Stored data
::::::::

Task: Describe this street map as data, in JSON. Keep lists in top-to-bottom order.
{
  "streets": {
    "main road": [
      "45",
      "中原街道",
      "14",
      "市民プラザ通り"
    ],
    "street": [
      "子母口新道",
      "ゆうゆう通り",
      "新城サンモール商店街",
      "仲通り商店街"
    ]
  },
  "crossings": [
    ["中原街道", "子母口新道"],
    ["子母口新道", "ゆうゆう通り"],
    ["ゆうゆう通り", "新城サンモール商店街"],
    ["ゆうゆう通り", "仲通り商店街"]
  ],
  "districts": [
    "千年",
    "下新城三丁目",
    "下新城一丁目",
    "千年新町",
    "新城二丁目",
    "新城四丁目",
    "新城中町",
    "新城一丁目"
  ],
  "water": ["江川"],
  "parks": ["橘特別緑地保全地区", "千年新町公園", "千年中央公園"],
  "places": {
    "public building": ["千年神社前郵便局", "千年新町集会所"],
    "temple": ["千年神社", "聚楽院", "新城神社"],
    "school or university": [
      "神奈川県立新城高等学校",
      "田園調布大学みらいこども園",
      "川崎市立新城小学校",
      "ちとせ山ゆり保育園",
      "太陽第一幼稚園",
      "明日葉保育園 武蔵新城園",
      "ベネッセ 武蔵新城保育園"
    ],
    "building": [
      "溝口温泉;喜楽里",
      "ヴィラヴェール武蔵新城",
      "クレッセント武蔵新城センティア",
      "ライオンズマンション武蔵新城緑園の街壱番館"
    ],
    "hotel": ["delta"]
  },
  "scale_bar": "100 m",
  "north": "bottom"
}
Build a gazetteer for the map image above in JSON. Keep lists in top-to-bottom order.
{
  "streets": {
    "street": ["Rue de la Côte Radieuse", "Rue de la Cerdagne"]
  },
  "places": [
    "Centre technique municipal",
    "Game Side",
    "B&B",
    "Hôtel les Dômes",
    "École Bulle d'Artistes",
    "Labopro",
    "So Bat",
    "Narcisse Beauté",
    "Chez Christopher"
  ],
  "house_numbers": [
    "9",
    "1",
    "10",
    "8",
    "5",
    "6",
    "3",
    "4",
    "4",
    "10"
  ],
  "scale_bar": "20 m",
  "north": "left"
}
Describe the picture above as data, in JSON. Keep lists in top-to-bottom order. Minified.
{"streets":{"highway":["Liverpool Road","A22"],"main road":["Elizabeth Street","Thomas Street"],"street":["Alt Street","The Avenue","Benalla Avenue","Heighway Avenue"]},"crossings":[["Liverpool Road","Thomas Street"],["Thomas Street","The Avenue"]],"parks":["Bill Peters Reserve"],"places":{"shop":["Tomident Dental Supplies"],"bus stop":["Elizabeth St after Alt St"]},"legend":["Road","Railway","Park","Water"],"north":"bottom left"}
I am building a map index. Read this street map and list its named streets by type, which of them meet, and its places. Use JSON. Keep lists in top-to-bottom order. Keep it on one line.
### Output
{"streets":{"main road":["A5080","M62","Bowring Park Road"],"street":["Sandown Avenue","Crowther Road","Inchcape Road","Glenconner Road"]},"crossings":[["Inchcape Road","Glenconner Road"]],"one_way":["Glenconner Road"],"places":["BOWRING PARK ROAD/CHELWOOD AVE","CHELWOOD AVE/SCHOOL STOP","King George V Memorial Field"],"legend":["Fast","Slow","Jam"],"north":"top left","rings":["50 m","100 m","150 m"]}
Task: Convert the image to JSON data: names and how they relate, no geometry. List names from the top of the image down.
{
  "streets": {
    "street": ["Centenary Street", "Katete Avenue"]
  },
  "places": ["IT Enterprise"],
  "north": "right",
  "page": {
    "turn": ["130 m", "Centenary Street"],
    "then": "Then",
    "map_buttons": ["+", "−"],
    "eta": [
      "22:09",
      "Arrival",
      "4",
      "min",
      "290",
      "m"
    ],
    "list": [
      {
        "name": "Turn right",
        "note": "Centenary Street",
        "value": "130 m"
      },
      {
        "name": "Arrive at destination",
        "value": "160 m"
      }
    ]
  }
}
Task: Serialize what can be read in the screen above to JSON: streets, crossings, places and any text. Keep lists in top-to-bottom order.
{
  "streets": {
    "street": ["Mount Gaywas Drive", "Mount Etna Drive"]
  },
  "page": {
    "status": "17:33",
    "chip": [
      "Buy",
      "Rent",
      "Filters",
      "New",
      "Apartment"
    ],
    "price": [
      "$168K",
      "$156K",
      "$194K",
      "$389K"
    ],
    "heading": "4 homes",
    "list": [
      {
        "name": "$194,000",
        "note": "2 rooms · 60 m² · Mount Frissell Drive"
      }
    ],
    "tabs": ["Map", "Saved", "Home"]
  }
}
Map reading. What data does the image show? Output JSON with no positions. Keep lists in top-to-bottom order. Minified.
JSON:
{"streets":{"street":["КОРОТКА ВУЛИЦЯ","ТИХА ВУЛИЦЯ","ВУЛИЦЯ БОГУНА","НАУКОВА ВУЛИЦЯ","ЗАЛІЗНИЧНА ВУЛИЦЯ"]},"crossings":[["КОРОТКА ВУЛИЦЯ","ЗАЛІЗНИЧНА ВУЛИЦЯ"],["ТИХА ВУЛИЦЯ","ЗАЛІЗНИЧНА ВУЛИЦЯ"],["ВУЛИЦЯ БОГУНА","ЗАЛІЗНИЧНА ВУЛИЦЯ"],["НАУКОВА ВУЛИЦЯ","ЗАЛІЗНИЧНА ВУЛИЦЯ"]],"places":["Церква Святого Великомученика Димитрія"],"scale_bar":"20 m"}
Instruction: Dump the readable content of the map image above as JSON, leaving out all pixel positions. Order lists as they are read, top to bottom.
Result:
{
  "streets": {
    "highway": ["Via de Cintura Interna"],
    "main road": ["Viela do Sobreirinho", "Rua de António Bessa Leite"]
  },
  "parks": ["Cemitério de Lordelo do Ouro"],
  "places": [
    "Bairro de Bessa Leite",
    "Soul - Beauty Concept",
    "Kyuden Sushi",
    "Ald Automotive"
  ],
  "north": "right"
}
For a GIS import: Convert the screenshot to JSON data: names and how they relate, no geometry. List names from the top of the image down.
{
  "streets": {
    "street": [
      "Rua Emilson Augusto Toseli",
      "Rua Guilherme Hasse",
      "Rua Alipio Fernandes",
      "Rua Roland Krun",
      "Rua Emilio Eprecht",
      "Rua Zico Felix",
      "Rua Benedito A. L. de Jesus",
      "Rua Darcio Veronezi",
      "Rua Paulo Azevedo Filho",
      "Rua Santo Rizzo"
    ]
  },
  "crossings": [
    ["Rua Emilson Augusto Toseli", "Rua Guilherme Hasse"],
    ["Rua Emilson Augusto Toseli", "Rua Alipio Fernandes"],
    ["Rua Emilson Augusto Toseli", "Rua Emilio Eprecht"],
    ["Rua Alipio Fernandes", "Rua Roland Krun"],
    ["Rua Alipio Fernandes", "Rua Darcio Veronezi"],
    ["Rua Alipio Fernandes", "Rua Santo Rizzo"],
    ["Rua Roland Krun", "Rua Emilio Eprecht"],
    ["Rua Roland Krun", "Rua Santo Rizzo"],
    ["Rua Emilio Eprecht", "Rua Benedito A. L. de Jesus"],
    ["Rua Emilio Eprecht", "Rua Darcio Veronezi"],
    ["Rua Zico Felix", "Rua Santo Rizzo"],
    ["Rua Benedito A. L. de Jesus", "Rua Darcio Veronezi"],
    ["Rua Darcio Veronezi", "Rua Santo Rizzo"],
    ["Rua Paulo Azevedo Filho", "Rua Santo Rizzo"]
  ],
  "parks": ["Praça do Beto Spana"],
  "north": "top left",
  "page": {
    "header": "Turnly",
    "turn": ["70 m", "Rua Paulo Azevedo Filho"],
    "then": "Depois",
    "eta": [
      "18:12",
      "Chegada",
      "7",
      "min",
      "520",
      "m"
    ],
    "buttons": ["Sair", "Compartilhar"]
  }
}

::::::::

Exercise objective
Give the number of lines containing "positions" in the entries, and no other text.

Finished task
2